Vous faites référence à NovaSein. L’Institut du Cancer de Montpellier, en collaboration avec AG2R LA MONDIALE, a effectivement lancé le projet « NovaSein » en septembre 2020. Ce programme multidisciplinaire vise à transformer l’accompagnement des femmes traitées pour un cancer du sein à l’ICM, en intégrant les soins dits de « soutien » dès la phase de rétablissement, après les traitements lourds, et tout au long de l’après-cancer.

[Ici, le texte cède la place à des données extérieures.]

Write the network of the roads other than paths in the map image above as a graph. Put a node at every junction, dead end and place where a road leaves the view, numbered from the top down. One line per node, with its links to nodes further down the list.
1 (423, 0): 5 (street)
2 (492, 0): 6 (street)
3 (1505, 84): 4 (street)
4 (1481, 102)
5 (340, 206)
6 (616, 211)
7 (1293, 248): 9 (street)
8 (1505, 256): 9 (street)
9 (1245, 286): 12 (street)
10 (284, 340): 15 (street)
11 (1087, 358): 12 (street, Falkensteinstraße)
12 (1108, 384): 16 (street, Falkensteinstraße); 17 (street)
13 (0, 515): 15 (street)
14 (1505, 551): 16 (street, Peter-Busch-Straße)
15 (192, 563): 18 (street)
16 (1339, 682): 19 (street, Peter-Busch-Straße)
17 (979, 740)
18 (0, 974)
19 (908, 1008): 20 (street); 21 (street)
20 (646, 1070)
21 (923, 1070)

Ce projet est né des besoins exprimés par les patientes et leurs proches, et a pour but d’améliorer leur qualité de vie, de renforcer leur confiance et leur estime de soi, ainsi que leur image corporelle, tout en favorisant le « bien vieillir » et leur réintégration sociale.
Qu’est-ce qui vous inspire dans votre quotidien professionnel ? La vie, le combat de certains, les avancées scientifiques ?
(Elle prend un moment pour réfléchir) Je dirais… L’amour de la vie. Comme je l’ai mentionné précédemment, lorsque l’on parle du cancer, on évoque souvent la « mort », mais en réalité, un autre mot émerge rapidement, plus puissant, c’est « la vie ». Et cela, en soi, représente déjà une victoire.